Ce serait une grande erreur de croire que seuls les philosophes pensent et analysent les faits historiques dont les historiens ne feraient qu'établir le récit et que les sociologiques ne verraient que du point de vue des besoins de la société, et même d'une manière plus limitée encore par les résultats de l'analyse économique
En réalité chacune de ces perspectives, de ces lectures des faits, apporte un mode de pensée et de comprendre différent des autres. L'explication dans les sciences sociales reçoit sa force avant tout de la convergence, de l'accord de plusieurs types d'analyse. La sociologie, en particulier a besoin de s'appuyer sur le travail parallèle, différent mais aussi convergent, des historiens qui emploient d'autres mots et ont d'autres sensibilités, en particulier d'autres relations au présent.
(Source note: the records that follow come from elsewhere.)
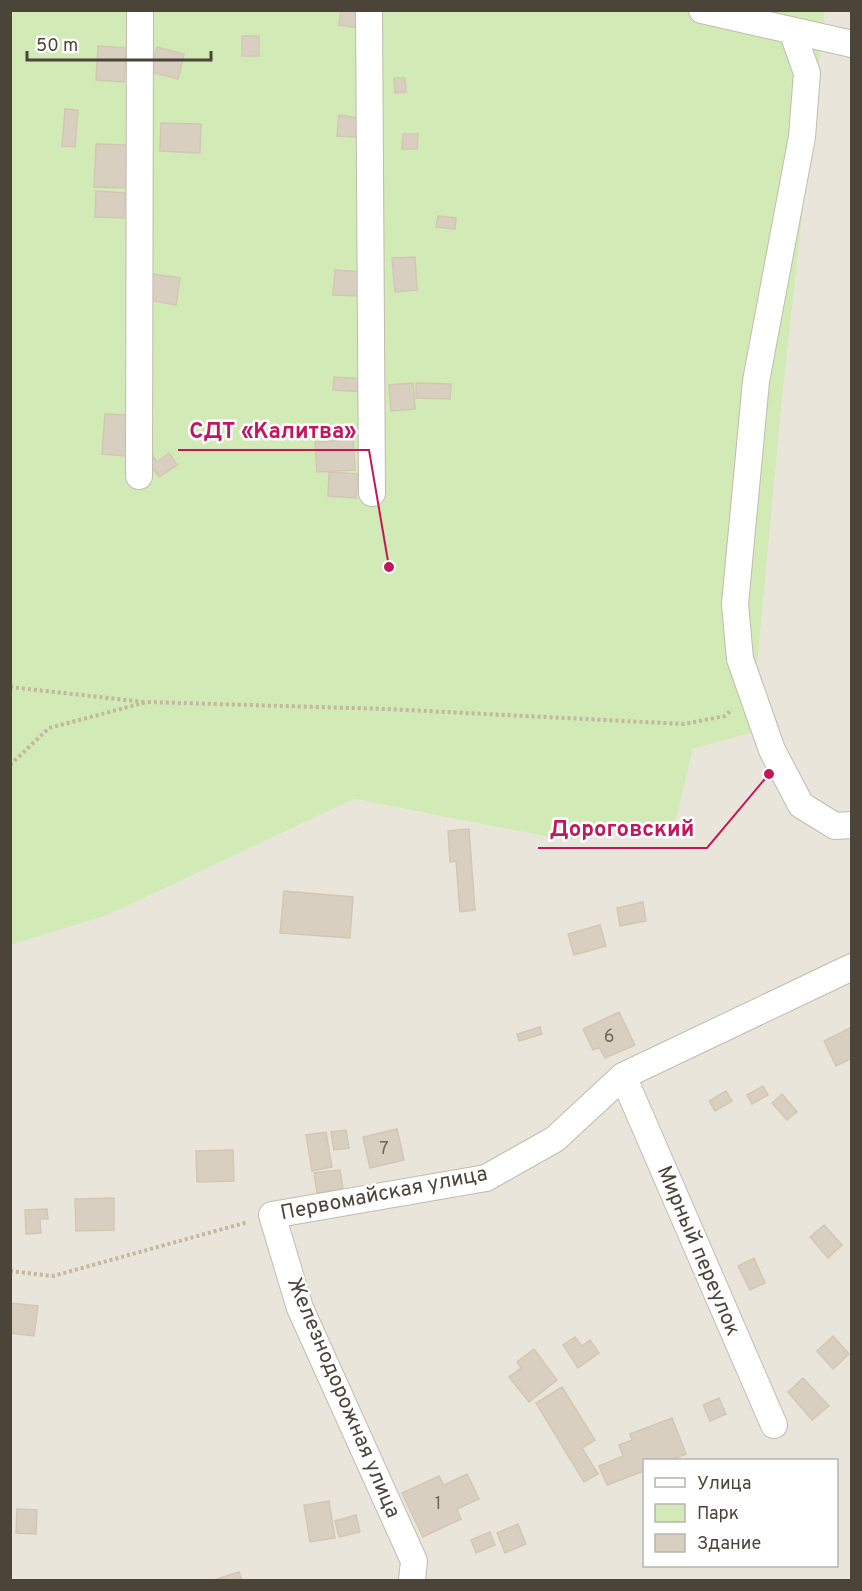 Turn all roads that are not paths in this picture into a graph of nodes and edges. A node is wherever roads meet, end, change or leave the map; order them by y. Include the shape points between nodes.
1 (140, 10) edge
2 (369, 10) edge
3 (702, 10) edge
4 (792, 31) junction
5 (852, 44) edge
6 (140, 476) dead end
7 (372, 493) dead end
8 (852, 825) edge
9 (852, 967) edge
10 (623, 1076) junction
11 (272, 1215) joint
12 (774, 1425) dead end
13 (412, 1581) edge

1 - 6 street
2 - 7 street
3 - 4 street
4 - 5 street
4 - 8 street via 807,73 801,137 756,381 735,604 740,659 772,750 801,805 835,826
9 - 10 street, Первомайская улица
10 - 11 street, Первомайская улица via 555,1139 486,1178
10 - 12 street, Мирный переулок
11 - 13 street, Железнодорожная улица via 300,1308 414,1561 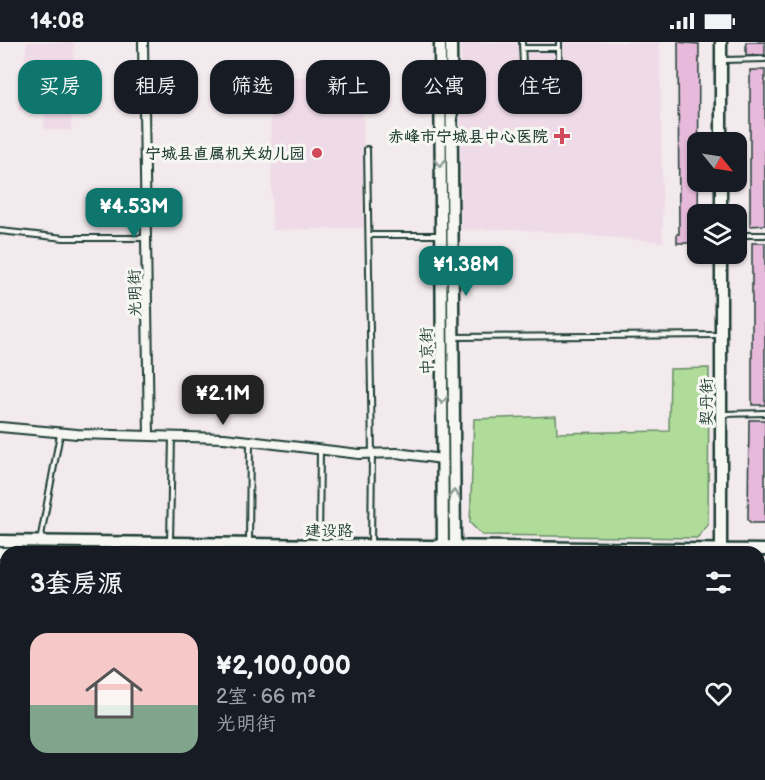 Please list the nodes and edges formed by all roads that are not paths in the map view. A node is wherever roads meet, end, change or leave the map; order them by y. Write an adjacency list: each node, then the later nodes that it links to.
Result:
1 (143, 42): 20 (street, 光明街)
2 (440, 42): 17 (main road, 中京街, one-way to 17)
3 (451, 42): 23 (main road, 中京街)
4 (522, 42): 7 (lane)
5 (559, 42): 8 (lane)
6 (720, 42): 12 (main road)
7 (522, 48): 8 (lane); 10 (lane)
8 (559, 48): 11 (lane)
9 (765, 59): 12 (lane)
10 (523, 60)
11 (559, 60)
12 (721, 60): 13 (main road)
13 (721, 132)
14 (367, 149): 16 (lane)
15 (0, 231): 20 (lane)
16 (369, 235): 17 (lane); 32 (lane)
17 (440, 235): 33 (main road, 中京街, one-way to 33)
18 (747, 235): 19 (lane)
19 (765, 235)
20 (147, 238): 28 (street, 光明街)
21 (721, 264): 22 (main road, 契丹街)
22 (721, 335): 23 (lane); 25 (main road, 契丹街)
23 (452, 337): 41 (main road, 中京街, one-way to 23)
24 (765, 413): 25 (lane)
25 (721, 414): 43 (main road, 契丹街)
26 (0, 427): 27 (street)
27 (60, 433): 28 (street); 35 (lane)
28 (149, 436): 29 (street)
29 (172, 436): 30 (street); 36 (lane)
30 (250, 441): 31 (street); 37 (lane)
31 (320, 449): 32 (street); 38 (lane)
32 (372, 454): 33 (street); 39 (lane)
33 (442, 459): 42 (main road, 中京街)
34 (0, 542): 35 (main road, 建设路)
35 (39, 542): 36 (main road, 建设路)
36 (170, 544): 37 (main road, 建设路)
37 (249, 544): 38 (main road, 建设路)
38 (319, 545): 39 (main road, 建设路)
39 (371, 545): 40 (main road, 建设路)
40 (390, 546)
41 (449, 546)
42 (449, 546)
43 (721, 546)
Nous devons tous chercher de telles correspondances- plutôt que des complémentarités- entre diverses approches. Car il s'agit d'étudier, à la fois d'analyser et de comprendre, des faits humains et sociaux qui ont une réalité objective mais aussi une signification subjective pour les acteurs eux-mêmes. Cette orientation est essentielle pour moi parce que c'est une de mes idées de base que la logique du système et celle des acteurs sont fondamentalement différentes. Diverses logiques s'encastrent les unes dans les autres, se combattent ou se complètent.
Je suis rappelé à ce pluralisme par la lecture attentive du livre que l'historien Christophe Prochasson vient de consacrer au grand historien François Furet, qui fut un de mes amis proches. Les mots les plus importants du langage de Furet ont été: la "passion révolutionnaire" et aussi "l'idée révolutionnaire" sans les séparer nettement et, de manière plus surprenante,le "passé d'une illusion", titre de son dernier grand livre , qui renverse celui de la derniére oeuvre de Freud, publiée après sa mort:L'avenir d'une illusion.
L'esprit révolutionnaire repose , selon lui, sur l'illusion du recouvrement parfait de la nécessité objective de l'évolution et de la volonté de libération de la classe dominée et exploitée. Jugement qu'on peut en effet porter aussi sur la religion qui soumet l'homme à la volonté divine mais lui permet aussi ,avec la foi et l'aide de la grâce divine, de transformer le monde. Les notions de l'historien peuvent apparaître confuses au philosophe, mais elles sont fortes de leur proximité avec l'expérience humaine, vécue et rêvée. C'est pourquoi elles sont si utiles au sociologue qui a un pied du côté des philosophes et l'autre du côté des historiens, sans jamais mettre tout le poids de son esprit d'un seul côté.